Lucky Bernart de Ventadorn

We should not be surprised that there is so little to find about famous troubadours of the Middle Ages. The Albigensian Crusade was launched in 1209 to eliminate the Cathars of Occitania in the south of France. It was a decade long struggle that had as much to do with the concerns of northern France to extend its control southwards than it did with heresy. In the end, both the Cathars and the independence of southern France were exterminated. Lost of invaluable manuscripts were burnt and many castles that kept this wisdom of ages were destroyed.

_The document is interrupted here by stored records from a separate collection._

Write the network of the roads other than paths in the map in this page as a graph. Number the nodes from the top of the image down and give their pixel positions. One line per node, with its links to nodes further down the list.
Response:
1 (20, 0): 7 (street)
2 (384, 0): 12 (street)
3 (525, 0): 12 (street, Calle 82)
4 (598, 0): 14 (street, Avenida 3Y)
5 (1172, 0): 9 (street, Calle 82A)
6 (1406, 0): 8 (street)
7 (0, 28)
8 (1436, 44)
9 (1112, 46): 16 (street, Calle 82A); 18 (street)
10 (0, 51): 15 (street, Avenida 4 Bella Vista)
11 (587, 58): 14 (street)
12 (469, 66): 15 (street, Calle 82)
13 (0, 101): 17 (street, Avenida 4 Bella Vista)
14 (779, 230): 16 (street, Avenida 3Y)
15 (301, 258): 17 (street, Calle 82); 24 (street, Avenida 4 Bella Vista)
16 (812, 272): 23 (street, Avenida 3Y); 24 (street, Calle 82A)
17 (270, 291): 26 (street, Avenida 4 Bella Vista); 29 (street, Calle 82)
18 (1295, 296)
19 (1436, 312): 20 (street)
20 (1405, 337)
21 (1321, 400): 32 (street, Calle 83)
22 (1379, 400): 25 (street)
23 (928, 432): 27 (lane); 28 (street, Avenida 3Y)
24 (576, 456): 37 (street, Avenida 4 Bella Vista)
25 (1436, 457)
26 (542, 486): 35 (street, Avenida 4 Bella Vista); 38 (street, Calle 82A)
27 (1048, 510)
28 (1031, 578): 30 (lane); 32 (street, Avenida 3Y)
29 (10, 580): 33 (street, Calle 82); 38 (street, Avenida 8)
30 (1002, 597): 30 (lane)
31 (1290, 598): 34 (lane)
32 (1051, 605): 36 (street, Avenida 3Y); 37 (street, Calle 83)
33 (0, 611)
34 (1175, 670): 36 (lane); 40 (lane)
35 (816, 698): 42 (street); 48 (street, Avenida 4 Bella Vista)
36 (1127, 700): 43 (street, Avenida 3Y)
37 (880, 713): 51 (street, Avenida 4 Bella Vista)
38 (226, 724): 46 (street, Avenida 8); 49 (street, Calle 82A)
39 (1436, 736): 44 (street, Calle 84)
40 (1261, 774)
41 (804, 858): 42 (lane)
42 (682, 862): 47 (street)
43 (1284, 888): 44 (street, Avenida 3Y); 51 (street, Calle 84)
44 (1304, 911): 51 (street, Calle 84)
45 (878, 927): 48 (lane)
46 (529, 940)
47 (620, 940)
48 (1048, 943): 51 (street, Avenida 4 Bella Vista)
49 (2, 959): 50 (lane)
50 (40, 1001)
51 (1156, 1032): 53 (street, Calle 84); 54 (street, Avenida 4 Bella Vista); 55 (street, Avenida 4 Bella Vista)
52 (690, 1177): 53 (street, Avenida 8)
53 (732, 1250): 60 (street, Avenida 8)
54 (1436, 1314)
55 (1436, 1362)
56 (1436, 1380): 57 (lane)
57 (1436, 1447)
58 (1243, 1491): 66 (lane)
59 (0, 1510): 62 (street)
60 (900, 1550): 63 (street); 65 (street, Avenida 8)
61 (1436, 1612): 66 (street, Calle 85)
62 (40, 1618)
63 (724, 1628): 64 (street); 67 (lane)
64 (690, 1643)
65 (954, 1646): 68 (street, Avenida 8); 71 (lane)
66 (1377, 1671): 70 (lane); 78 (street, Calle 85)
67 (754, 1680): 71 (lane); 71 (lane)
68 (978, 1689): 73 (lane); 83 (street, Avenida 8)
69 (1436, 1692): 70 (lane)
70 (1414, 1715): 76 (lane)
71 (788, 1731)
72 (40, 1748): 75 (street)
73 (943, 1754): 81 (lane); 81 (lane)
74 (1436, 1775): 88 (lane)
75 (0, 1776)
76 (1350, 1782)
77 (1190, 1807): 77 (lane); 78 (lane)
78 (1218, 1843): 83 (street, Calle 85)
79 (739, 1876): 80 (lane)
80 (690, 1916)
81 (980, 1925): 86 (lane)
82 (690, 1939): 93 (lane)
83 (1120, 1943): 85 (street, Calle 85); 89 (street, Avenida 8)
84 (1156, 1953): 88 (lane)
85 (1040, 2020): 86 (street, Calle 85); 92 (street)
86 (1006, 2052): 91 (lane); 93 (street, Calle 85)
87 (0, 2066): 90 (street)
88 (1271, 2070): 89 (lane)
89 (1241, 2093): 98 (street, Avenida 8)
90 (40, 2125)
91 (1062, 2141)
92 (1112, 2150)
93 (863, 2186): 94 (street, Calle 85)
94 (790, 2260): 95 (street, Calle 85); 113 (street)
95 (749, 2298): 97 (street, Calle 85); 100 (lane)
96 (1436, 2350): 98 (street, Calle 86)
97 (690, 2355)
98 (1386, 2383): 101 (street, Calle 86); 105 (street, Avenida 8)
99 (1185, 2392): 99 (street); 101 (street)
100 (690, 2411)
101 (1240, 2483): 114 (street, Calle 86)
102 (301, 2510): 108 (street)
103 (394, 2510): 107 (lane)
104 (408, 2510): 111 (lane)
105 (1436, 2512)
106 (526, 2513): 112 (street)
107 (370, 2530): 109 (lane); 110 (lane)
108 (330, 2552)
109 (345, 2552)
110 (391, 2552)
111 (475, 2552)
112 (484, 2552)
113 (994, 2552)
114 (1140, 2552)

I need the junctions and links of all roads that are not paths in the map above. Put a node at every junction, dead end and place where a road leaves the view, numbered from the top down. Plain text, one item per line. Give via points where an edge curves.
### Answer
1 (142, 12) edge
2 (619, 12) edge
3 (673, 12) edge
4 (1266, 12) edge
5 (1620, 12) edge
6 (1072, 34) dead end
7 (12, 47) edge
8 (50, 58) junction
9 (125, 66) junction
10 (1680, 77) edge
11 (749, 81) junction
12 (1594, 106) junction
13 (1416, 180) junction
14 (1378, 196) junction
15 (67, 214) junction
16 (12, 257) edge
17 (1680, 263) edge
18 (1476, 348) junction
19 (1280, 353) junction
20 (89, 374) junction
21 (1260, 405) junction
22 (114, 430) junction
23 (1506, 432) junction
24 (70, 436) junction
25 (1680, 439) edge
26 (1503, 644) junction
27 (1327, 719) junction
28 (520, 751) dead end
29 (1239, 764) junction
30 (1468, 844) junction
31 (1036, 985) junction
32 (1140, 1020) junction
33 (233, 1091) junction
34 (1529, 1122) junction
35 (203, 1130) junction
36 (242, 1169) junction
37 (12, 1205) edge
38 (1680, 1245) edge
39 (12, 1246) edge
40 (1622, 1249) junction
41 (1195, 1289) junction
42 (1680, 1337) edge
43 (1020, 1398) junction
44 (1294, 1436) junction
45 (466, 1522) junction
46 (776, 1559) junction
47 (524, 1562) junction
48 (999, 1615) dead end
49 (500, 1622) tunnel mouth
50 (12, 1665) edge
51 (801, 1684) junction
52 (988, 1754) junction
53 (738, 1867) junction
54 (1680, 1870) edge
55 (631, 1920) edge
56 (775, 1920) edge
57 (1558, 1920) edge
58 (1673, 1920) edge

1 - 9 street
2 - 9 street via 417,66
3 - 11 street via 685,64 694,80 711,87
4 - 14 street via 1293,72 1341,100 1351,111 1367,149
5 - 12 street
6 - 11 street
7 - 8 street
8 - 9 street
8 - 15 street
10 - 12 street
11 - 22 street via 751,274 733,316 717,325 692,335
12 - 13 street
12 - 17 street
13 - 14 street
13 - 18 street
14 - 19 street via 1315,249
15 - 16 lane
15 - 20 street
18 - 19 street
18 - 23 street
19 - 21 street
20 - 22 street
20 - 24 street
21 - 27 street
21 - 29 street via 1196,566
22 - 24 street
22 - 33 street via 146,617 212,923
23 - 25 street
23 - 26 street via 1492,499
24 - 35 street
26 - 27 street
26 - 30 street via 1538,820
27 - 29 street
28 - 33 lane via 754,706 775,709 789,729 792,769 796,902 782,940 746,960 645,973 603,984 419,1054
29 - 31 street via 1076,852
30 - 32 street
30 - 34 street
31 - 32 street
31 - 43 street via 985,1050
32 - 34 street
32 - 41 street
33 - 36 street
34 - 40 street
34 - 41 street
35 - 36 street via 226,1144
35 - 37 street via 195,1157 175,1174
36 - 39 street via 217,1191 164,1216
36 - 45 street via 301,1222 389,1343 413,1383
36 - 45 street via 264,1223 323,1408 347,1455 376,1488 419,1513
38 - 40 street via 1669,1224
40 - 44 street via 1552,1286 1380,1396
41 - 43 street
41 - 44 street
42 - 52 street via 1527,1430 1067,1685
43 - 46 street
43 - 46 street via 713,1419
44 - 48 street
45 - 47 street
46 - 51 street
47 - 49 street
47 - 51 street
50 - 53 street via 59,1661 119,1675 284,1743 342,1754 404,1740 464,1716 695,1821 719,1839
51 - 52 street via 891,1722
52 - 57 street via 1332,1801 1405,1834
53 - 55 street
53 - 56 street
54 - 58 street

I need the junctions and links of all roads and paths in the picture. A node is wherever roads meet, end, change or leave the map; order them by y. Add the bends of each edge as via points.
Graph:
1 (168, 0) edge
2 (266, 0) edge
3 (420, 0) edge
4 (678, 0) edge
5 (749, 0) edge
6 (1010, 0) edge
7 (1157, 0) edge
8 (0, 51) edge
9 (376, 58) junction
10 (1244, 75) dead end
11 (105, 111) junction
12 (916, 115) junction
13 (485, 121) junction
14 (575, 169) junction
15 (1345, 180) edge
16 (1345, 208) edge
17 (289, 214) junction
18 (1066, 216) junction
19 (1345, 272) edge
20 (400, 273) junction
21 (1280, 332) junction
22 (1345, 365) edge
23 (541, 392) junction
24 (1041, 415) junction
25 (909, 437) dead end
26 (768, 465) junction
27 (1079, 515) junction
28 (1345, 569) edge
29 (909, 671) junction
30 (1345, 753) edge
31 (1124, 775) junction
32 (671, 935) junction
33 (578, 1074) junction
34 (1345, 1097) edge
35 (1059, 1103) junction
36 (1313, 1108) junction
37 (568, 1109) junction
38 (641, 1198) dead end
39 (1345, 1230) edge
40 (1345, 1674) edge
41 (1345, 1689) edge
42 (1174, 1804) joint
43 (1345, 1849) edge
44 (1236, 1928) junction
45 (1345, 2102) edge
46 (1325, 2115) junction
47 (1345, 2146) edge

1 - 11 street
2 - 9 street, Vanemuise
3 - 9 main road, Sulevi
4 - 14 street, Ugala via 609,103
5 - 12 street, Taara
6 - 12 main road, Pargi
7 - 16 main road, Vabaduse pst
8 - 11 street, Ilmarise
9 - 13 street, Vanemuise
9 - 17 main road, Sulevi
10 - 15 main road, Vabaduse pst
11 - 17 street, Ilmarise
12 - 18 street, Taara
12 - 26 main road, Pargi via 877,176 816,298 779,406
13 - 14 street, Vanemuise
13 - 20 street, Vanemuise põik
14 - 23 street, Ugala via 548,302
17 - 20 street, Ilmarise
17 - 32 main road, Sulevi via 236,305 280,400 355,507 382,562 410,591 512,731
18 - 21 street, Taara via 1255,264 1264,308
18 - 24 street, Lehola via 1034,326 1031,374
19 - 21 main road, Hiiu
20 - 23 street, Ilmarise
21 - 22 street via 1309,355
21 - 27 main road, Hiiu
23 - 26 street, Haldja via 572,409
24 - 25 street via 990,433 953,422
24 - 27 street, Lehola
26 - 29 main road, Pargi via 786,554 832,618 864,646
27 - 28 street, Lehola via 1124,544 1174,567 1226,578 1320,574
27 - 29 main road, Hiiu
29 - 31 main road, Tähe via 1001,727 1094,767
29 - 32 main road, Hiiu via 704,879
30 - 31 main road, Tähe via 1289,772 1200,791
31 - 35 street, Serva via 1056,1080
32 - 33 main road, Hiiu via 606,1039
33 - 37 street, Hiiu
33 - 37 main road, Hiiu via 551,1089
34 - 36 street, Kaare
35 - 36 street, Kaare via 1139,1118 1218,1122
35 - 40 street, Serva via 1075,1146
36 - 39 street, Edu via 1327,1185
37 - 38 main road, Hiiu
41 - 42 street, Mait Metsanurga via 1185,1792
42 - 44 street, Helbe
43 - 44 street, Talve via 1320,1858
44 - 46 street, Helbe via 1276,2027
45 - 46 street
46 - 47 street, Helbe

So the life and creations of a great troubadour composer and poet Bernart de Ventadorn is no exception. Yet he may consider himself very lucky comparing to other troubadours. Bernart is unique among secular composers of the 12th century in the amount of music which has survived. Out of his 45 poems, 18 have music intact, an unusual circumstance for a troubadour composer. Naturally, music of the trouvères from the North of France has a higher survival rate, because they were not touched by Albigensian Crusade, which scattered the troubadours and destroyed many sources.

Yet we again have to dive into the world of Middle Ages rumors digging out the little details about him. So what do we really know? According to one of his contemporaries, Bernart de Ventadorn was possibly a son of a baker in French castle Ventadorn in France. But another contemporary indicates that he was the son of either a servant, a soldier, or a baker and his mother was also either a servant or a baker. From evidence given in Bernart’s early poem, he most likely learned the art of singing and writing from his protector, viscount Eble III of Ventadorn. He composed his first poems to his patron’s wife, Marguerite de Turenne. Forced to leave Ventadour after falling in love with Marguerite, he traveled to Montluçon and Toulouse, and eventually followed Eleanor of Aquitaine to England and the Plantagenet court; evidence for this association and these travels comes mainly from his poems themselves. Later Bernart returned to Toulouse, where he was employed by Raimon V, Count of Toulouse; later still he went to Dordogne, where he entered a monastery. Most likely he died there in the last decade of the 12th century.

We really don’t know the date of Bernart’s birth or death. We can only guess that he was born somewhere in the thirties of 12th century. And we place his most productive time of work between 1147 and 1180. Bernart is often credited with being the most important influence on the development of the trouvère tradition in northern France. He was well known there, his melodies were widely circulated, and the early composers of trouvère music seem to have imitated him.